それなのに、妙に表情を曇らせた西村は、すっと距離をとる。
「そういうのは可愛い女子にしてあげて。おばさん、……っていうと怒られちゃうのか。私には必要ないから」
「どうして?西村さんも俺から見れば女性だけど」
「あはは。性別はねぇ。まだ女子ですよ?」
「当たり前でしょ」
ふざけて話を逸らそうとしているのだとすぐわかる。それを思いがけず真面目な声がひき戻す。
どうしていいのかわからない気持ちのまま、揺らぐ間にも少しでも近づきたいと少しの反応に一つ一つ考えてしまう。
―― 俺には触られたくないのか、庇われたくないのか。いずれにしてもここで拒否るかな……

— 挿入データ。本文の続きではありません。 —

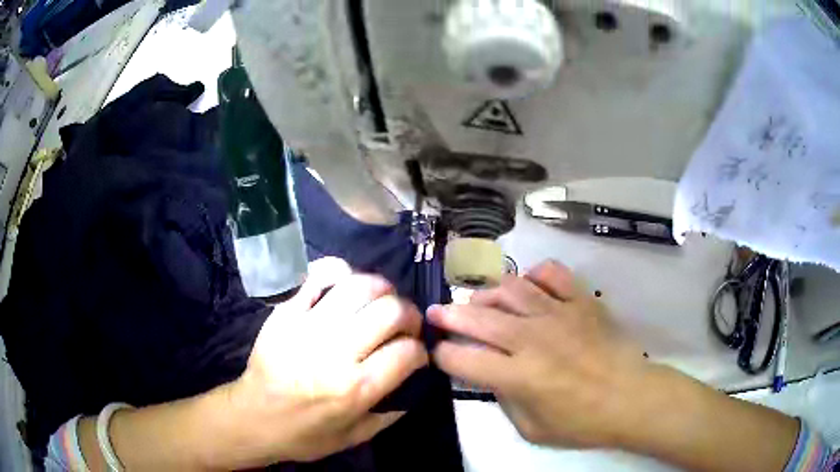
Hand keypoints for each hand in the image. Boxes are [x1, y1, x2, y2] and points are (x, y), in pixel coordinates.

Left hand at [227, 257, 427, 465]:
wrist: (253, 418)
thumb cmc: (305, 434)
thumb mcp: (355, 436)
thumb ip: (392, 411)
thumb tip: (417, 380)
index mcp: (355, 389)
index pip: (407, 351)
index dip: (420, 350)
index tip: (415, 354)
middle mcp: (335, 353)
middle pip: (390, 311)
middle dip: (409, 315)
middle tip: (404, 325)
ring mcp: (307, 327)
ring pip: (359, 286)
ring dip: (381, 289)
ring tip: (380, 301)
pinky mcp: (285, 313)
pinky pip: (317, 276)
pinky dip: (338, 271)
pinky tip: (346, 284)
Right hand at [428, 260, 648, 448]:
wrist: (630, 398)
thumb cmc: (582, 422)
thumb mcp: (532, 428)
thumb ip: (505, 401)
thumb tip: (492, 376)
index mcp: (518, 375)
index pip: (464, 358)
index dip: (443, 354)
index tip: (438, 352)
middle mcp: (532, 338)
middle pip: (479, 317)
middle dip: (449, 315)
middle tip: (435, 313)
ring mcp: (558, 314)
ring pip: (511, 288)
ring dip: (487, 292)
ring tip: (478, 299)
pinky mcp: (581, 301)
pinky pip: (552, 273)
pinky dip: (535, 274)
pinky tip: (528, 285)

無意識に眉間に皺を寄せながら、少しずつ近づきながら歩く。新しくなったばかりの駅に足を踏み入れると、西村を振り返った。
「西村さん、ご自宅まで送りますよ」
「ありがとうございます。でも、大丈夫ですよ」
「ほんとに俺の言うこと、聞いてくんないなぁ」
苦笑いが漏れる。
その瞬間、急に西村が慌てた。
「違うんです、違うんです。あのね。藤枝さんの方がルーチン作業じゃないでしょう?だから、疲れるんじゃないかと思って。私は、いくら忙しくても自席での作業がほとんどだし、今日は早く上がれて好き放題していたし……」
片腕を掴まれて、振り返った藤枝はその急な変化に戸惑ってしまう。
何と言っていいかわからずに、とりあえず刻々と時間はすぎてしまうからと、改札を抜けた。同じ方向ではあるが、乗る電車が違ってくる。次々とホームに入ってくるのをみて藤枝は、西村を促した。

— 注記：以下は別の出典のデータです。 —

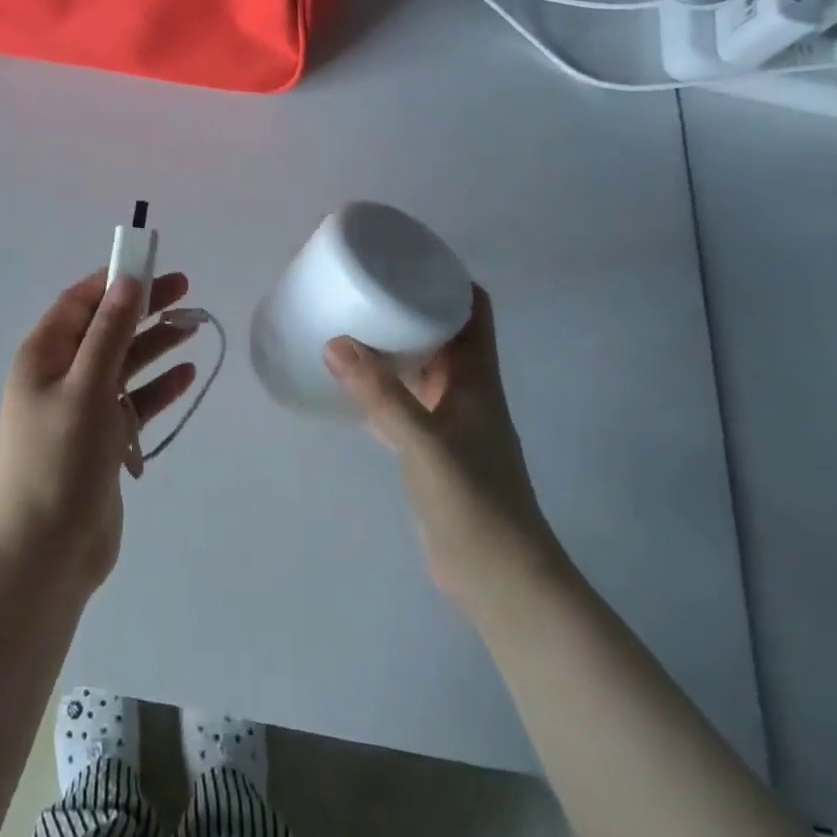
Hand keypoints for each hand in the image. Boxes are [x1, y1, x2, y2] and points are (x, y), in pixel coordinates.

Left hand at [0, 270, 199, 591]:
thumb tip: (127, 280)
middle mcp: (60, 376)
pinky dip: (156, 387)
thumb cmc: (60, 460)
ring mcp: (82, 408)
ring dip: (154, 344)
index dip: (113, 281)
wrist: (48, 551)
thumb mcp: (86, 387)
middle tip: (184, 291)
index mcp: (42, 357)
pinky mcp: (102, 438)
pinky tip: (185, 375)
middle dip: (142, 309)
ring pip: (123, 363)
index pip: (79, 303)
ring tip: (193, 326)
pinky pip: (133, 401)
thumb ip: (109, 332)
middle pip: (106, 329)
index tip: (151, 266)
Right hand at [325, 285, 559, 614]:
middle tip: (366, 287)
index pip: (474, 310)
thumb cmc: (475, 502)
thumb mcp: (425, 443)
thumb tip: (335, 343)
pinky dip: (386, 385)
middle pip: (445, 332)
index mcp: (478, 379)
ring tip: (353, 325)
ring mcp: (453, 422)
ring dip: (397, 345)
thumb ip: (381, 396)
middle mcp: (469, 391)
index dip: (449, 279)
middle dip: (412, 305)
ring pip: (425, 366)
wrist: (500, 579)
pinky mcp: (436, 449)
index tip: (407, 257)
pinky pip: (409, 400)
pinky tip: (354, 385)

「じゃあ、先行ってください。俺はこの次ので行くんで。また今度」
誘いますから。
携帯を見せてそういうと、ごめんなさい、と頭を下げて西村が小走りに急ぐ。ホームにいた電車に駆け寄ると、乗り込んですぐに電車が閉まった。振り返った西村が藤枝に向かって小さく手を振った。
すぐに携帯が鳴って、ありがとう、とメールが届く。
『急なお誘い、とても嬉しかったです。是非また誘ってください。次は、おごっていただきますね』
それを見ながら、遅れて入ってきた電車の行き先を見て、片手をパンツのポケットに突っこんだまま乗り込む。
「……わっかんねぇなぁ」
自分の気持ちも、西村の気持ちも。
リカのように見てすぐわかる、すべての感情が表情や仕草に出るのと違って、藤枝や西村は大人の顔がそれらを覆い隠す。
自分自身さえ騙してしまいそうな大人の理性が邪魔をして、どうにも素直にはいかないのが大人の恋愛というところだろうか。

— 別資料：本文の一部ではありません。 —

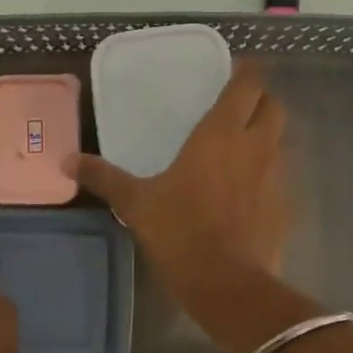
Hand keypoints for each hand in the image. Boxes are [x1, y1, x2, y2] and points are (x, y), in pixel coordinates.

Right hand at [63, 63, 291, 306]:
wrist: (227, 283)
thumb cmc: (180, 231)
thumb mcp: (136, 202)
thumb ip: (104, 177)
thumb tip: (66, 160)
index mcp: (221, 133)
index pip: (247, 85)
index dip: (247, 72)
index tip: (238, 69)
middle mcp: (256, 145)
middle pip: (274, 106)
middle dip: (262, 100)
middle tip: (240, 106)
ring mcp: (277, 176)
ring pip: (281, 140)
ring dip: (266, 136)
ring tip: (242, 147)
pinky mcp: (286, 205)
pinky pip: (281, 176)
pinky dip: (269, 174)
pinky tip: (249, 191)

表を流れる夜の景色を見ながら、もう一度西村のメールを開くと返信を返す。
『こちらこそありがとうございました。次は何がいいか考えておいてください。おやすみなさい。ゆっくり休んで』
数駅で、自宅のある駅についてしまう。ままならない気持ちと共に、藤枝を乗せた電車は夜の闇と、灯りの間を流れていった。